Киприан это правило возобновил. Эльвирский Собор узаконил (с.
19), чтобы епископы, пресвитеры и диаконы занимались торговыми
делами и посещали рынки только в тех провинциях, где они жили.
Между канонами Эльвирского Собора находится церковный закон
(с. 33) о целибате для клириков, именно, все клирики, служащие
алтарю, если они вступили в клир женатыми, не должны продолжать
брачной жизни под угрозою лишения сана. На Соборе Эльвирском были
сделаны постановления о девах, посвятивших себя Богу (диакониссы
?).
Литургийные собрания христианской общины по воскресным дням, в
священные времена и праздничные — давали возможность верующим
исполнять свою обязанность богопочтения и питать, возращать в
себе начатки сверхъестественной жизни, полученные в крещении.
Однако, участием в этом общем богослужении не исчерпывались религиозные
действия для отдельных лиц. Идеалом христианской жизни было постоянное
общение с Богом в молитве. В раннее еще время мы встречаем у верующих
обычай — в определенные часы дня совершать молитву. Раннее утро,
вечер и полуночь — являлись временем особенно обычным для частой
молитвы отдельных лиц, потом начали освящать молитвою 3-й, 6-й
и 9-й часы дня, как часы, когда молились и апостолы (Tertul. De jejun. с. X. De orat. с. XXV; Климент Алекс.
Stromat). Весьма употребителен
был обычай крестного знамени, которое полагали христиане, прежде
чем они приступали к какой-нибудь деятельности (Tertul. Advers. Marc. III, 22; о венце воина с. III). Как существовали твердо установленные времена
для молитвы, так же очень рано появились и определенные формы
для христианских молитв.

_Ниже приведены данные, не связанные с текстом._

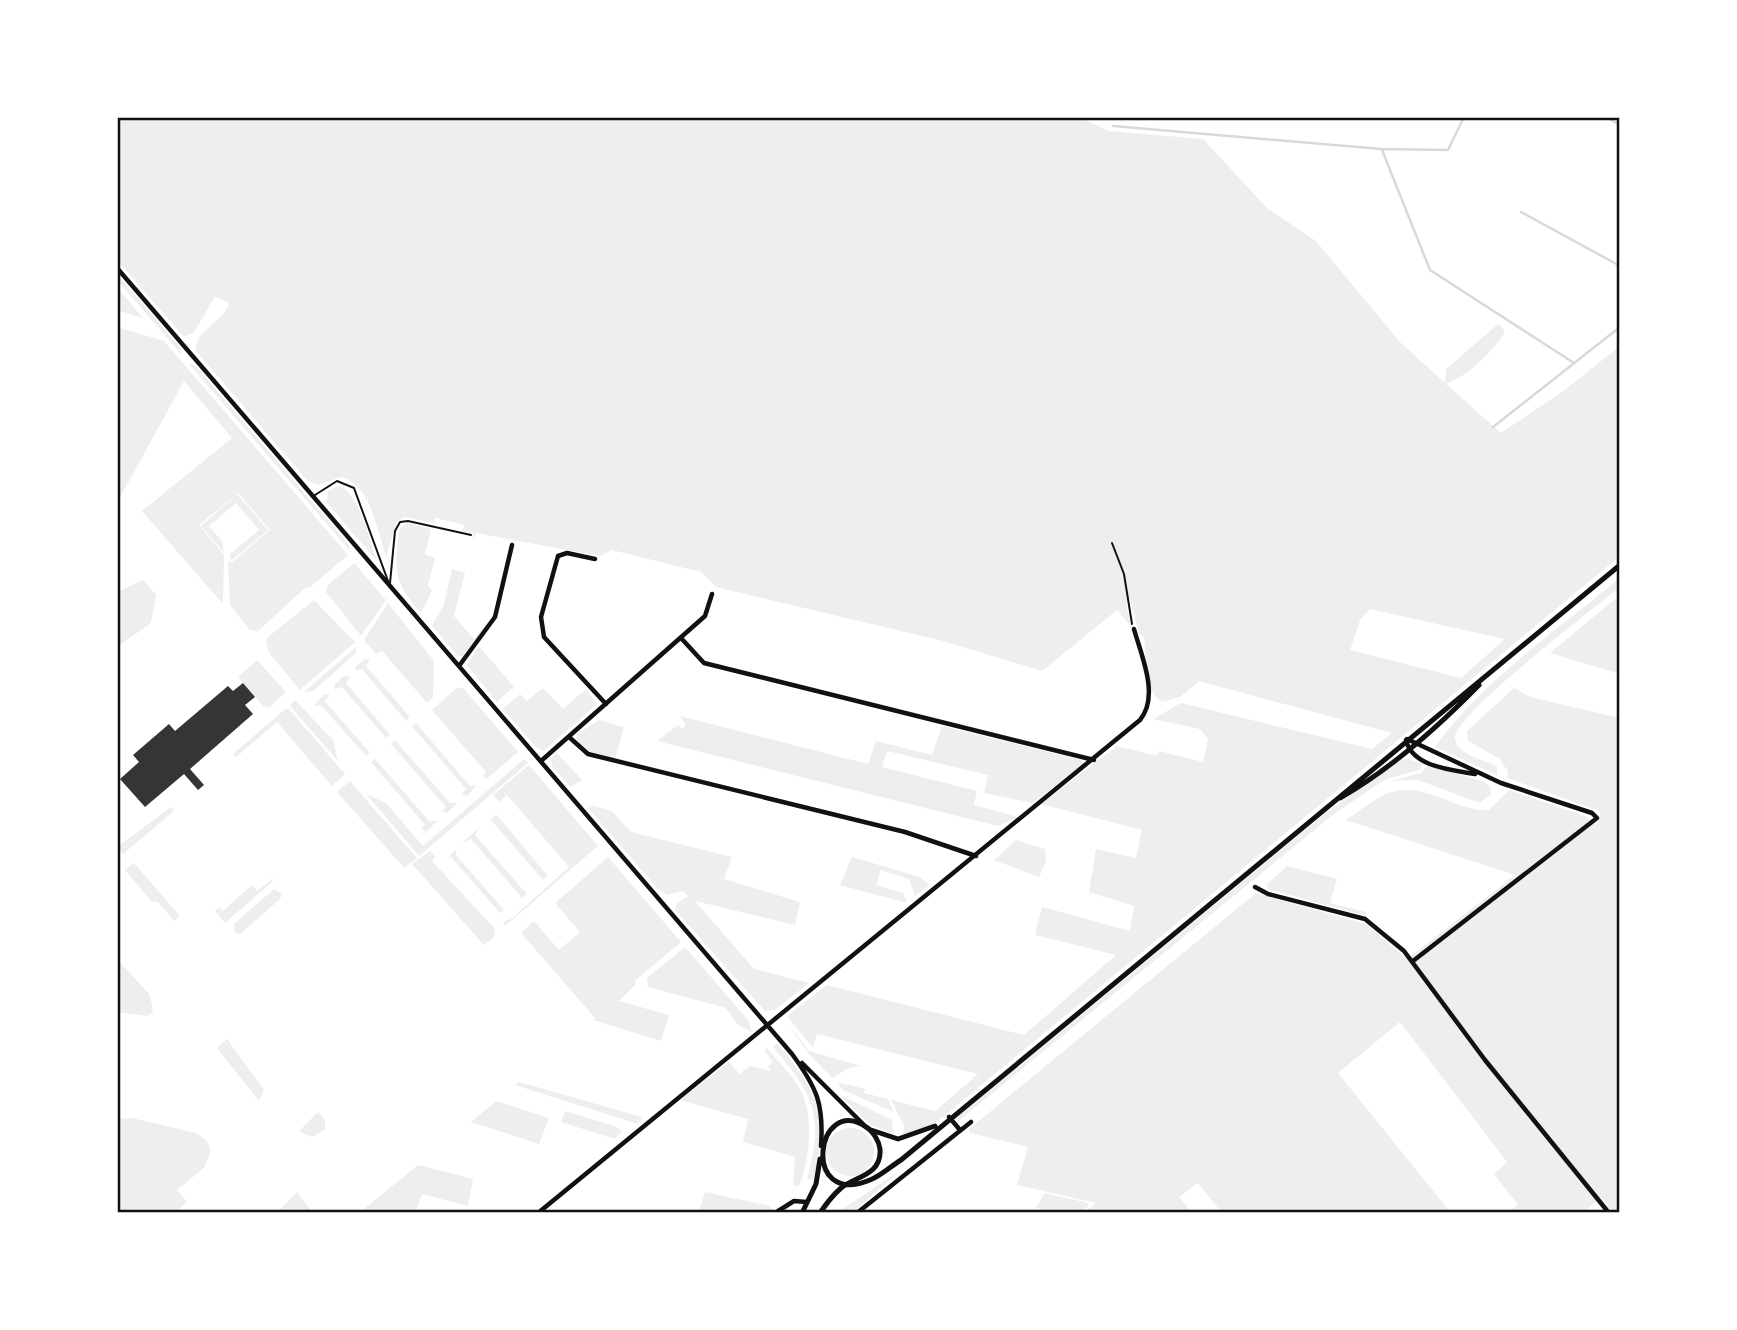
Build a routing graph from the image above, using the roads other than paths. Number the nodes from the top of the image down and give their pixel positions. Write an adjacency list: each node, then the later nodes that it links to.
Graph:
1 (117, 268): 2 (street)
2 (314, 496): 7 (street); 7 (lane)
3 (471, 535): 7 (lane)
4 (512, 545): 11 (street)
5 (595, 559): 13 (street)
6 (1620, 565): 12 (street)
7 (389, 584): 11 (street)
8 (712, 594): 10 (street)
9 (1134, 629): 20 (street)
10 (681, 638): 13 (street); 20 (street)
11 (459, 666): 21 (street)
12 (1492, 671): 14 (street); 16 (street)
13 (606, 704): 15 (street)
14 (1428, 732): 17 (street); 18 (street)
15 (569, 737): 21 (street); 24 (street)
16 (1406, 739): 17 (street); 19 (street); 23 (street)
17 (1416, 741): 18 (street); 19 (street)
18 (1428, 747): 22 (street)
19 (1408, 748): 22 (street); 23 (street)
20 (1094, 760): 24 (street)
21 (541, 761): 27 (street)
22 (1481, 775): 26 (street)
23 (1328, 805): 29 (street)
24 (976, 856): 27 (street)
25 (1255, 887): 26 (street)
26 (1413, 961): 41 (street)
27 (767, 1025): 28 (street); 36 (street)
28 (792, 1054): 31 (street); 33 (street)
29 (949, 1117): 31 (street); 32 (street); 34 (street)
30 (971, 1122): 32 (street)
31 (866, 1127): 33 (street); 34 (street)
32 (960, 1130): 40 (street)
33 (821, 1149): 34 (street); 35 (street)
34 (849, 1183): 39 (street)
35 (808, 1202): 37 (street); 38 (street)
36 (538, 1213)
37 (775, 1213)
38 (802, 1213)
39 (820, 1213)
40 (858, 1213)
41 (1609, 1213)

Между ними первое место занимала молитва,
которой научил Своих апостолов Сам Спаситель, молитва Господня,
Pater noster, молитва вполне универсальная, отвечающая всем Духовным
и телесным нуждам всех народов и всех сословий, поэтому с самого
первого времени великими учителями Церкви с особенною любовью
употреблявшаяся над всеми, так как они находили в ней всю проповедь
Христа, точно схваченную и точно изложенную в одном резюме, так
богатом мыслями. Молитва Господня — это сокращенное Евангелие,
наиболее приятная Богу и действительная, как переданная Самим
Христом (См. меткие выражения у Тертуллиана
— Orat. с. I и прекрасное увещание к молитве у Киприана. Epist.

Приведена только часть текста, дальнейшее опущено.